TASK PROMPT: Report back every line from the entries below in which the word "nodes" occurs.

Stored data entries
- Opening Delimiter -
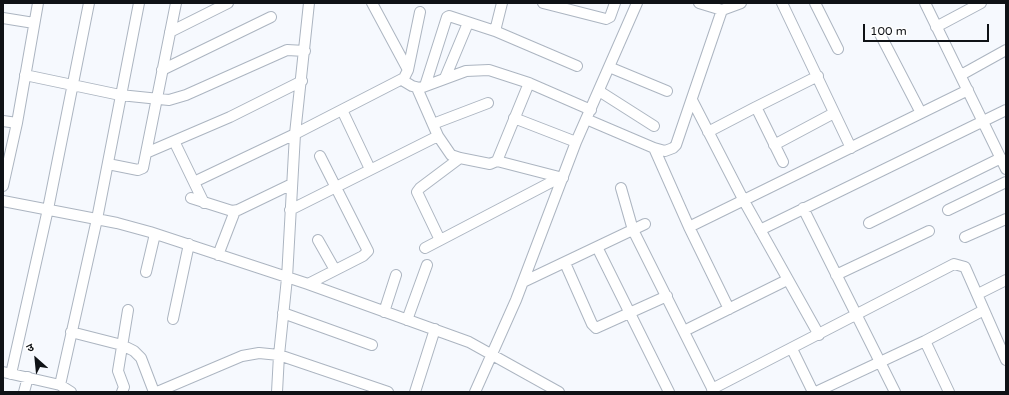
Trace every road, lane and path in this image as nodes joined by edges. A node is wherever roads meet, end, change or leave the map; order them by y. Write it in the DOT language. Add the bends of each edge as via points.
graph roads {
  1 [pos="38,3"];
  2 [pos="89,3"];
  3 [pos="139,3"];
  4 [pos="176,3"];
  5 [pos="228,3"];
  6 [pos="309,3"];
  7 [pos="372,3"];
  8 [pos="502,3"];
  9 [pos="543,3"];
  10 [pos="615,3"];
  11 [pos="637,3"];
  12 [pos="699,3"];
  13 [pos="741,3"];
  14 [pos="782,3"];
  15 [pos="815,3"];
  16 [pos="925,3"];
  17 [pos="981,3"];
  18 [pos="722,10"];
  19 [pos="420,12"];
  20 [pos="271,17"];
  21 [pos="3,18"];
  22 [pos="468,22"];
  23 [pos="34,23"];
  24 [pos="936,27"];
  25 [pos="495,31"];
  26 [pos="170,32"];
  27 [pos="880,34"];
  28 [pos="838,49"];
  29 [pos="1006,50"];
  30 [pos="305,51"];
  31 [pos="577,66"];
  32 [pos="609,67"];
  33 [pos="162,70"];
  34 [pos="408,70"];
  35 [pos="25,75"];
  36 [pos="961,75"];
  37 [pos="818,76"];
  38 [pos="445,78"];
  39 [pos="402,80"];
  40 [pos="302,81"];
  41 [pos="529,83"];
  42 [pos="73,85"];
  43 [pos="421,87"];
  44 [pos="968,90"];
  45 [pos="667,91"];
  46 [pos="599,92"];
  47 [pos="120,94"];
  48 [pos="156,99"];
  49 [pos="692,100"];
  50 [pos="488,103"];
  51 [pos="756,107"];
  52 [pos="342,110"];
  53 [pos="591,110"];
  54 [pos="1006,110"];
  55 [pos="834,112"];
  56 [pos="921,113"];
  57 [pos="514,118"];
  58 [pos="586,119"];
  59 [pos="3,121"];
  60 [pos="983,121"];
  61 [pos="17,123"];
  62 [pos="433,124"];
  63 [pos="654,126"];
  64 [pos="708,132"];
  65 [pos="295,134"];
  66 [pos="438,136"];
  67 [pos="174,141"];
  68 [pos="576,142"];
  69 [pos="774,145"];
  70 [pos="654,148"];
  71 [pos="851,148"];
  72 [pos="146,153"];
  73 [pos="320,156"];
  74 [pos="460,158"];
  75 [pos="1000,158"];
  76 [pos="497,161"];
  77 [pos="783,162"];
  78 [pos="108,164"];
  79 [pos="370,169"];
  80 [pos="1006,169"];
  81 [pos="562,178"];
  82 [pos="194,182"];
  83 [pos="1006,182"];
  84 [pos="292,184"];
  85 [pos="3,186"];
  86 [pos="336,187"];
  87 [pos="621,188"];
  88 [pos="191,198"];
  89 [pos="3,201"];
  90 [pos="744,201"];
  91 [pos="204,203"];
  92 [pos="803,208"];
  93 [pos="48,209"];
  94 [pos="290,210"];
  95 [pos="948,210"];
  96 [pos="235,211"];
  97 [pos="1006,218"];
  98 [pos="97,220"];
  99 [pos="869,223"];
  100 [pos="645,224"];
  101 [pos="689,227"];
  102 [pos="633,230"];
  103 [pos="760,230"];
  104 [pos="930,231"];
  105 [pos="155,234"];
  106 [pos="965,237"];
  107 [pos="318,240"];
  108 [pos="440,240"];
  109 [pos="189,244"];
  110 [pos="597,247"];
  111 [pos="424,248"];
  112 [pos="218,255"];
  113 [pos="565,262"];
  114 [pos="428,265"];
  115 [pos="335,270"];
  116 [pos="146,272"];
  117 [pos="396,275"];
  118 [pos="836,275"];
  119 [pos="287,278"];
  120 [pos="787,280"];
  121 [pos="1006,280"];
  122 [pos="523,282"];
  123 [pos="308,284"];
  124 [pos="978,294"];
  125 [pos="667,296"];
  126 [pos="729,309"];
  127 [pos="128,310"];
  128 [pos="984,310"];
  129 [pos="384,312"];
  130 [pos="283,313"];
  131 [pos="629,313"];
  132 [pos="856,315"];
  133 [pos="173,319"];
  134 [pos="407,320"];
  135 [pos="435,329"];
  136 [pos="684,331"];
  137 [pos="71,332"];
  138 [pos="819,335"];
  139 [pos="925,341"];
  140 [pos="122,345"];
  141 [pos="372,345"];
  142 [pos="792,349"];
  143 [pos="492,354"];
  144 [pos="279,355"];
  145 [pos="1006,360"];
  146 [pos="879,361"];
  147 [pos="7,373"];
  148 [pos="28,377"];
  149 [pos="60,385"];
  150 [pos="713,390"];
  151 [pos="24,392"];
  152 [pos="71,392"];
  153 [pos="122,392"];
  154 [pos="154,392"];
  155 [pos="157,392"];
  156 [pos="277,392"];
  157 [pos="388,392"];
  158 [pos="415,392"];
  159 [pos="475,392"];
  160 [pos="559,392"];
  161 [pos="669,392"];
  162 [pos="814,392"];
  163 [pos="894,392"];
  164 [pos="949,392"];
  1 -- 23 [label="street"];
  2 -- 42 [label="street"];
  3 -- 47 [label="street"];
  4 -- 26 [label="street"];
  5 -- 26 [label="street"];
  6 -- 30 [label="street"];
  7 -- 34 [label="street"];
  8 -- 25 [label="street"];
  9 -- 10 [label="street" via="606,19 610,17"];
  11 -- 32 [label="street"];
  12 -- 18 [label="street"];
  13 -- 18 [label="street"];
  14 -- 37 [label="street"];
  15 -- 28 [label="street"];
  16 -- 24 [label="street"];
  17 -- 24 [label="street"];
  18 -- 49 [label="street"];
  19 -- 34 [label="street"];
  20 -- 33 [label="street"];
  21 -- 23 [label="street"];
  22 -- 25 [label="street"];
  22 -- 38 [label="street"];
  22 -- 43 [label="street" via="447,17"];
  23 -- 35 [label="street"];
  24 -- 36 [label="street"];
  25 -- 31 [label="street"];
  26 -- 33 [label="street"];
  27 -- 56 [label="street"];
  29 -- 36 [label="street"];
  30 -- 40 [label="street"];
  30 -- 48 [label="street" via="287,50 186,95 169,100"];
  32 -- 45 [label="street"];
  32 -- 46 [label="street"];
  33 -- 48 [label="street"];
  34 -- 39 [label="street"];
  35 -- 42 [label="street"];
  35 -- 61 [label="street"];
  36 -- 44 [label="street"];
  37 -- 51 [label="street"];
  37 -- 55 [label="street"];
  38 -- 41 [label="street" via="482,69"];
  38 -- 43 [label="street"];
  39 -- 43 [label="street"];
  39 -- 52 [label="street"];
  40 -- 65 [label="street"];
  40 -- 67 [label="street" via="230,117"];
  41 -- 53 [label="street"];
  41 -- 57 [label="street"];
  42 -- 47 [label="street"];
  42 -- 93 [label="street"];
  43 -- 62 [label="street"];
  44 -- 56 [label="street"];
  44 -- 60 [label="street"];
  46 -- 53 [label="street"];
  46 -- 63 [label="street"];
  47 -- 48 [label="street"];
  47 -- 78 [label="street"];
  48 -- 72 [label="street"];
  49 -- 64 [label="street"];
  49 -- 70 [label="street" via="676,145 665,151"];
  50 -- 62 [label="street"];
  51 -- 64 [label="street"];
  51 -- 69 [label="street"];
  52 -- 65 [label="street"];
  52 -- 79 [label="street"];
  53 -- 58 [label="street"];
  54 -- 60 [label="street"];
  55 -- 69 [label="street"];
  55 -- 71 [label="street"];
  56 -- 71 [label="street"];
  57 -- 68 [label="street"];
  57 -- 76 [label="street"];
  58 -- 68 [label="street"];
  58 -- 70 [label="street"];
  59 -- 61 [label="street"];
  60 -- 75 [label="street"];
  60 -- 92 [label="street"];
  61 -- 85 [label="street"];
  62 -- 66 [label="street"];
  64 -- 90 [label="street"];
  65 -- 82 [label="street"];
  65 -- 84 [label="street"];
  66 -- 74 [label="street" via="451,155"];
  66 -- 79 [label="street"];
  67 -- 72 [label="street"];
  67 -- 82 [label="street"];
  68 -- 81 [label="street"];
  69 -- 77 [label="street"];
  70 -- 101 [label="street"];
  71 -- 90 [label="street"];
  72 -- 78 [label="street" via="141,170"];
  73 -- 86 [label="street"];
  74 -- 76 [label="street" via="490,164"];
  74 -- 108 [label="street" via="417,192"];
  75 -- 80 [label="street"];
  75 -- 99 [label="street"];
  76 -- 81 [label="street"];
  78 -- 98 [label="street"];
  79 -- 86 [label="street"];
  81 -- 108 [label="street"];
  81 -- 122 [label="street"];
  82 -- 91 [label="street"];
  83 -- 95 [label="street"];
  84 -- 94 [label="street"];
  84 -- 96 [label="street"];
  86 -- 94 [label="street"];
  86 -- 115 [label="street" via="368,251"];
  87 -- 102 [label="street"];
  88 -- 91 [label="street"];
  89 -- 93 [label="street"];
  90 -- 101 [label="street"];
  90 -- 103 [label="street"];
  91 -- 96 [label="street"];
  92 -- 103 [label="street"];
  92 -- 118 [label="street"];
  93 -- 98 [label="street"];
  93 -- 147 [label="street"];
  94 -- 119 [label="street"];
  96 -- 112 [label="street"];
  97 -- 106 [label="street"];
  98 -- 105 [label="street"];
  98 -- 137 [label="street"];
  100 -- 102 [label="street"];
  101 -- 126 [label="street"];
  102 -- 110 [label="street"];
  102 -- 125 [label="street"];
  103 -- 120 [label="street"];
  104 -- 118 [label="street"];
  105 -- 109 [label="street"];
  105 -- 116 [label="street"];
  107 -- 115 [label="street"];
  108 -- 111 [label="street"];
  109 -- 112 [label="street"];
  109 -- 133 [label="street"];
  110 -- 113 [label="street"];
  110 -- 131 [label="street"];
  112 -- 119 [label="street"];
  113 -- 122 [label="street"];
  113 -- 131 [label="street" via="594,327 599,328"];
  114 -- 134 [label="street"];
  115 -- 123 [label="street"];
  117 -- 129 [label="street"];
  118 -- 132 [label="street"];
  119 -- 123 [label="street"];
  119 -- 130 [label="street"];
  120 -- 126 [label="street"];
  120 -- 138 [label="street"];
  121 -- 124 [label="street"];
  122 -- 143 [label="street"];
  123 -- 129 [label="street"];
  124 -- 128 [label="street"];
  124 -- 132 [label="street" via="965,267 954,264"];
  125 -- 131 [label="street"];
  125 -- 136 [label="street"];
  126 -- 136 [label="street"];
  127 -- 140 [label="street"];
  128 -- 139 [label="street"];
  128 -- 145 [label="street"];
  129 -- 134 [label="street"];
  130 -- 141 [label="street"];
  130 -- 144 [label="street"];
  131 -- 161 [label="street"];
  132 -- 138 [label="street"];
  132 -- 146 [label="street"];
  134 -- 135 [label="street"];
  135 -- 143 [label="street"];
  135 -- 158 [label="street"];
  136 -- 150 [label="street"];
  137 -- 140 [label="street"];
  137 -- 149 [label="street"];
  138 -- 142 [label="street"];
  139 -- 146 [label="street"];
  139 -- 164 [label="street"];
  140 -- 153 [label="street" via="118,371 124,387"];
  140 -- 154 [label="street" via="139,354"];
  142 -- 150 [label="street"];
  142 -- 162 [label="street"];
  143 -- 159 [label="street"];
  143 -- 160 [label="street"];
  144 -- 155 [label="street" via="248,354"];
  144 -- 156 [label="street"];
  144 -- 157 [label="street"];
  146 -- 162 [label="street"];
  146 -- 163 [label="street"];
  147 -- 148 [label="street"];
  148 -- 149 [label="street"];
  148 -- 151 [label="street"];
  149 -- 152 [label="street"];
}
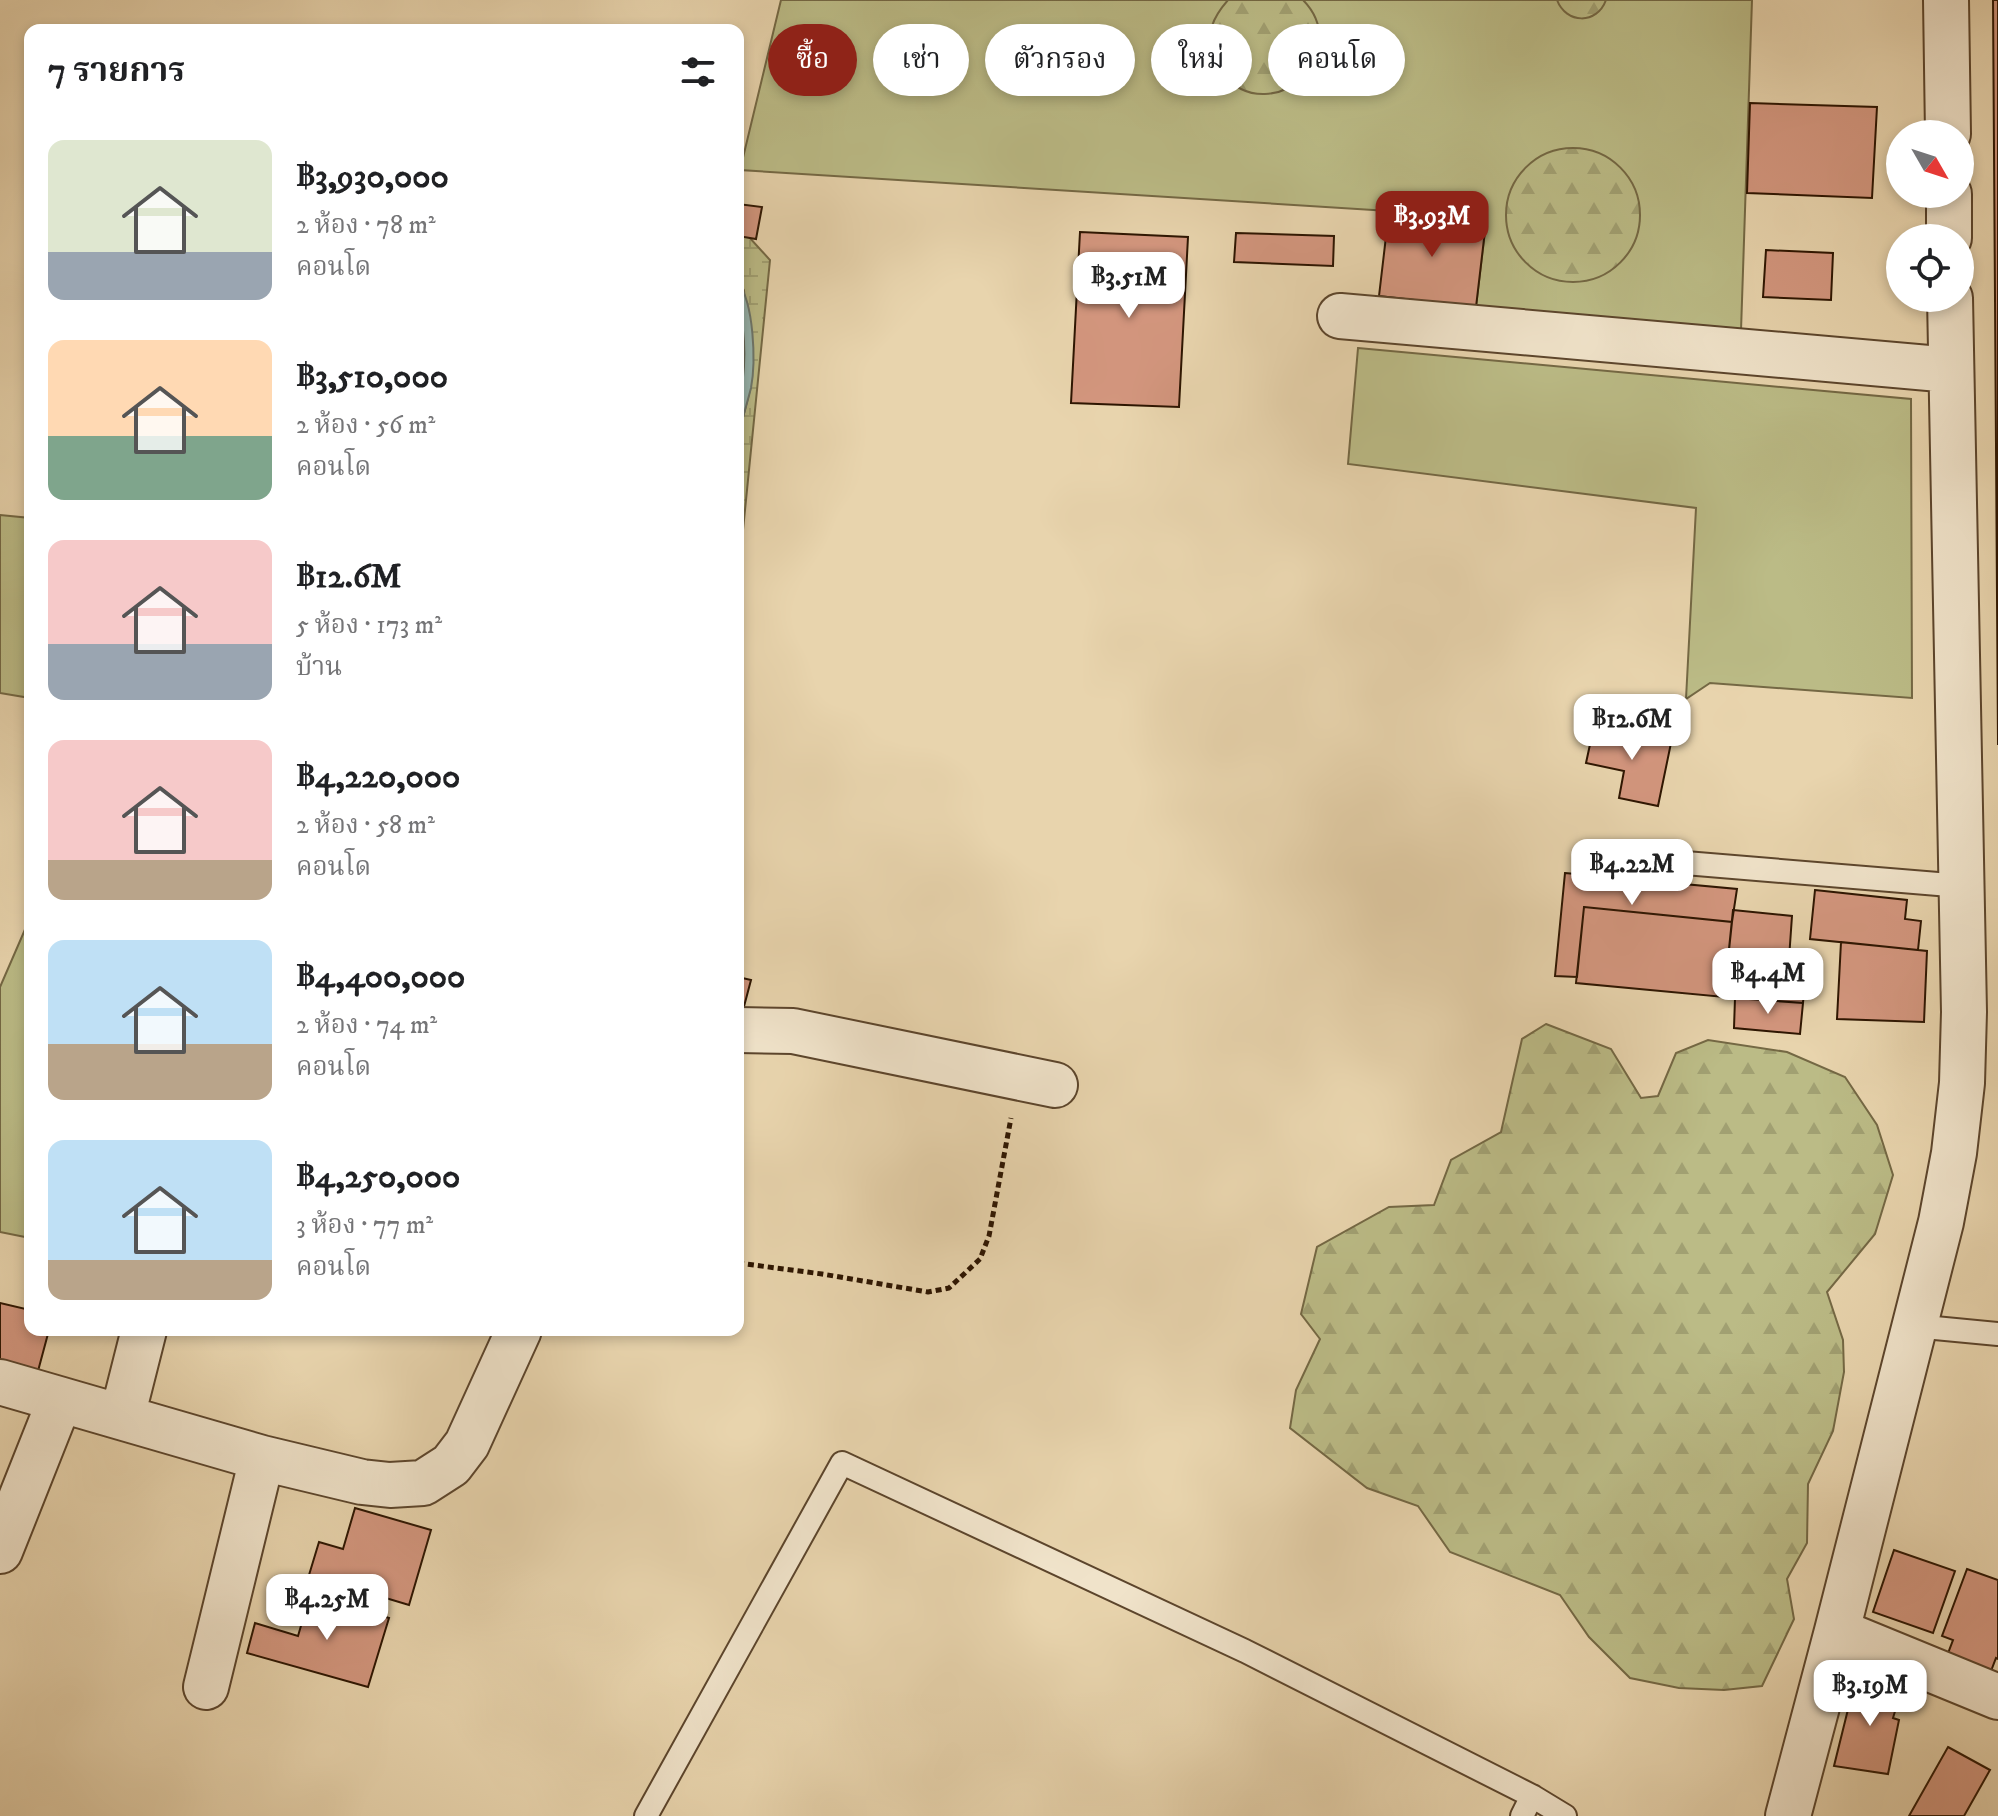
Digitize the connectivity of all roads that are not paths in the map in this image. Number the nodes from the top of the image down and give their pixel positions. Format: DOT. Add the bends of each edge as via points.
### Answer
graph roads {
  1 [pos="1946,0"];
  2 [pos="1948,120"];
  3 [pos="1950,312"];
  4 [pos="1340,316"];
  5 [pos="1951,370"];
  6 [pos="1625,858"];
  7 [pos="1962,886"];
  8 [pos="744,1030"];
  9 [pos="1036,1081"];
  10 [pos="1914,1326"];
  11 [pos="1998,1334"];
  12 [pos="142,1336"];
  13 [pos="516,1336"];
  14 [pos="0,1382"];
  15 [pos="60,1400"];
  16 [pos="122,1417"];
  17 [pos="262,1458"];
  18 [pos="0,1551"];
  19 [pos="1837,1631"];
  20 [pos="206,1687"];
  21 [pos="1998,1697"];
  22 [pos="1527,1806"];
  23 [pos="646,1816"];
  24 [pos="1565,1816"];
  25 [pos="1788,1816"];
  1 -- 2 [label="street"];
  3 -- 5 [label="street"];
  4 -- 5 [label="street"];
  5 -- 7 [label="street"];
  6 -- 7 [label="lane"];
  7 -- 10 [label="street" via="1962,1083 1941,1222"];
  8 -- 9 [label="street" via="793,1031"];
  10 -- 11 [label="lane"];
  10 -- 19 [label="street"];
  12 -- 16 [label="street"];
  13 -- 17 [label="street" via="467,1444 451,1465 423,1483 362,1482"];
  14 -- 15 [label="street"];
  15 -- 16 [label="street"];
  15 -- 18 [label="street"];
  16 -- 17 [label="street"];
  17 -- 20 [label="street"];
  19 -- 21 [label="street"];
  19 -- 25 [label="street"];
  22 -- 23 [label="lane" via="1245,1651 842,1463"];
  22 -- 24 [label="lane"];
}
- Closing Delimiter -
SOLVED EXERCISE:
Trace every road, lane and path in this image as nodes joined by edges. A node is wherever roads meet, end, change or leave the map; order them by y. Write it in the DOT language. Add the bends of each edge as via points.
Digitize the connectivity of all roads that are not paths in the map in this image. Number the nodes from the top of the image down and give their pixel positions. Format: DOT. Add the bends of each edge as via points.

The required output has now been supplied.